Category Archives: Camp
Were your dogs happy and tired after their first camp day? Were they well behaved? One of the most well-known “dogmas” of dog training is that “A TIRED dog is a GOOD dog!” and we always see proof of that with our campers!
Please share with us how your dogs are doing at home, especially any changes you noticed on their behavior that might be related to camp. We would love to hear your comments. How is your dog when he/she arrives home after a camp day? How does he/she do during the week?
To introduce all our campers and friends from today, here they are in order of appearance:
Bentley the Beagle Mix; Hobbie the Terrier Mix; Ares the Yorkie Mix; Lego the Golden Doodle; Max the Cocker Spaniel; Sky the American Eskimo; Kohengi the Chinese Crested; and finally, Diva & Dude the Cocker Poodle Twins!

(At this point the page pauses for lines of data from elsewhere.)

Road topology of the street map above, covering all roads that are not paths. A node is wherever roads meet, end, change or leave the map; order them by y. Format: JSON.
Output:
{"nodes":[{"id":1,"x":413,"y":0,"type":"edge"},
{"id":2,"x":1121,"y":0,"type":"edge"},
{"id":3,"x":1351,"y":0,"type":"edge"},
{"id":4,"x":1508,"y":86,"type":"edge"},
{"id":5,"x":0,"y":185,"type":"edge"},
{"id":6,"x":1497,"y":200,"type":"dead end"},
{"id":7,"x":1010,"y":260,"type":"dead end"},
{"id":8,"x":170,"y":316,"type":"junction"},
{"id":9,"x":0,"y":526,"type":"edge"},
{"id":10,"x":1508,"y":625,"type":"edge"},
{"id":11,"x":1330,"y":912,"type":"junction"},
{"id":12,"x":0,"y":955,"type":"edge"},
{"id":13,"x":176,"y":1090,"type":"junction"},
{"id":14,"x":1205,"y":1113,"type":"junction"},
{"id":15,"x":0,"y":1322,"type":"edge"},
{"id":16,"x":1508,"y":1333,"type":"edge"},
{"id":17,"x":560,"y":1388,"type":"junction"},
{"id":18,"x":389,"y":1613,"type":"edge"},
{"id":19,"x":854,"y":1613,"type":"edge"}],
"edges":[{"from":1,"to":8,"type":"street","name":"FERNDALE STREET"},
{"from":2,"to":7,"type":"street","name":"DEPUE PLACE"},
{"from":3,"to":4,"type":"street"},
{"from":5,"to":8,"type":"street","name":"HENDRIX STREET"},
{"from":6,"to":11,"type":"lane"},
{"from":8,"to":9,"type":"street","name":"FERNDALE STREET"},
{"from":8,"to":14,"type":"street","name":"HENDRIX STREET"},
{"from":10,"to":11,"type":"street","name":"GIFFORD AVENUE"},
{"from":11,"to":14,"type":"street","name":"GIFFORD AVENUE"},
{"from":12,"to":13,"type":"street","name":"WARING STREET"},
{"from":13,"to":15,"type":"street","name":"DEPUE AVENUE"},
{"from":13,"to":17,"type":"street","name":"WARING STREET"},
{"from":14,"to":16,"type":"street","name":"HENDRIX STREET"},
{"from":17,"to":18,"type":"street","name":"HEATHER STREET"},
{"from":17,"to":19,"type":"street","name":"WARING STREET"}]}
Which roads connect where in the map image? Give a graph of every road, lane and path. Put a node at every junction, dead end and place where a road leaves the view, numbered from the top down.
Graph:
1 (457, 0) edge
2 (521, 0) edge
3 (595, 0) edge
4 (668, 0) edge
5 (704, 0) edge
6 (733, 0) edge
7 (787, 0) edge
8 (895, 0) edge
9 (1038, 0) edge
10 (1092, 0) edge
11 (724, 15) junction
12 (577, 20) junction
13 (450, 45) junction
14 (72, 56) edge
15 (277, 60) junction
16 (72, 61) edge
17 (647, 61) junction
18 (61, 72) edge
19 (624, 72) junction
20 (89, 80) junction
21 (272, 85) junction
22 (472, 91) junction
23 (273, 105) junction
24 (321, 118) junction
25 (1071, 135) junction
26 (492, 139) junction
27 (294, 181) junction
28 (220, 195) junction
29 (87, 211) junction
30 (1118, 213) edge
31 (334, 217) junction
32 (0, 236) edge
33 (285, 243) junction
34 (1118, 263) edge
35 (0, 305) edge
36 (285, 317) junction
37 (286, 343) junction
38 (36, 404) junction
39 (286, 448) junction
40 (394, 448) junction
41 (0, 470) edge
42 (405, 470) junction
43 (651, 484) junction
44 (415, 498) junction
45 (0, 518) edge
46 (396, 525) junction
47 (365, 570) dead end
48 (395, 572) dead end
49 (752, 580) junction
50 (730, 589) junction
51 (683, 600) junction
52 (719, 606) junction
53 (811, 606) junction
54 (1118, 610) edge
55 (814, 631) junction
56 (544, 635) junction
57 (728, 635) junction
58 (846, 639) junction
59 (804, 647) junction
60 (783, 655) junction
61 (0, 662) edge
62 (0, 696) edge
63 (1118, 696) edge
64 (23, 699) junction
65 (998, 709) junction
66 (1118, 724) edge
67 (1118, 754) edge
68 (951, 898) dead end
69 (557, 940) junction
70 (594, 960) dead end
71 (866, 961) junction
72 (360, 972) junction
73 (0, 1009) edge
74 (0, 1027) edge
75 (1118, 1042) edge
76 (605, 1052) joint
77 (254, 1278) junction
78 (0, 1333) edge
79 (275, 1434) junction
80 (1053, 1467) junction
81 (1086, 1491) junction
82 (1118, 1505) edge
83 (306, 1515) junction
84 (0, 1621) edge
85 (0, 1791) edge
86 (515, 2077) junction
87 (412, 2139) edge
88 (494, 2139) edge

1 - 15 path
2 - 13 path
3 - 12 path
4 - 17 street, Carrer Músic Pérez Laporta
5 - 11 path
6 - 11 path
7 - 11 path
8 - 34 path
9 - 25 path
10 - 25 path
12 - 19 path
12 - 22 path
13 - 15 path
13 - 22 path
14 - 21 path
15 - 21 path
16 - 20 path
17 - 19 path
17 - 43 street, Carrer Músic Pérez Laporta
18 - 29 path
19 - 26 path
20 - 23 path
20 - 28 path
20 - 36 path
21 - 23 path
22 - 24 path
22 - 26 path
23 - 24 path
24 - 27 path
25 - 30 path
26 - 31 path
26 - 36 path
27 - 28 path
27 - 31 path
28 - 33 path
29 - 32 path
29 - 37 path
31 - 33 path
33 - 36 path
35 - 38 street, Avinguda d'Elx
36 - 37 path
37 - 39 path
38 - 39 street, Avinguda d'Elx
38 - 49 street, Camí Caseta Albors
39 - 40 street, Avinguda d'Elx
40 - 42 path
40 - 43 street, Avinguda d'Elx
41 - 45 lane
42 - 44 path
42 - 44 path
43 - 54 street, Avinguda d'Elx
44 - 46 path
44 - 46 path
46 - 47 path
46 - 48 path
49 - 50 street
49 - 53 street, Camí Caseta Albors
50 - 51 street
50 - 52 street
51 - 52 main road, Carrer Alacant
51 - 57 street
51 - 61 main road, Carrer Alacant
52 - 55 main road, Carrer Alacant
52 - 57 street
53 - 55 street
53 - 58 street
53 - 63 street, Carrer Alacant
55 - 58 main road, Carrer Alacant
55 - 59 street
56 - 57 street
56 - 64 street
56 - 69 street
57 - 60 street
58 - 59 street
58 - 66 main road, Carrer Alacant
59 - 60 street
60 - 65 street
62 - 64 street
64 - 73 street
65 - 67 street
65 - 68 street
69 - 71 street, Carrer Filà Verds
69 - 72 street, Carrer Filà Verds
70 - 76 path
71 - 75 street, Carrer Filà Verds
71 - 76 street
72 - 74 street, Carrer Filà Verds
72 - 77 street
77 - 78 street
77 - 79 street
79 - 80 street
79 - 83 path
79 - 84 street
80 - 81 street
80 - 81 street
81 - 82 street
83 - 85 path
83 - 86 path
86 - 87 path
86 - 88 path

Camp today was very busy. The Campers got to meet and interact with one another, plus, they met the members of our Dog Connection Team: Paulina De Velasco and her husband Ludovic Teurbane, as well as Sheyla Gutierrez and her husband Dennis Martinez. We also had a visit from a very dog savvy two year old and her pregnant mother (who also happened to be one of our photographers for today!), which was a great socialization experience for many of our campers. Some were initially unsure with this new experience, but all were happily taking treats from them and very well behaved around them by the time they left. They also got to experience their first “real world” walks and training sessions with their fellow Campers, practiced some much needed handling and grooming – and of course, played, played, played! Many got their first introduction to clicker training (some used objects to interact with, while others learned a few behaviors) and response to commands. Training sessions were kept short and fun, and in between they got a chance to interact with each other and with us.
Some things we were paying special attention to today:
Initial Greeting – dog language consists mainly of body language cues and while most dogs are born with an understanding of this language, too much contact with humans (who depend mainly on verbal language) and too little contact with their own kind, can cause dogs to loose fluency. This is why it is so important to expose dogs to other dogs, and why we always supervise greetings and play time, to make sure everyone is being polite and learning proper manners.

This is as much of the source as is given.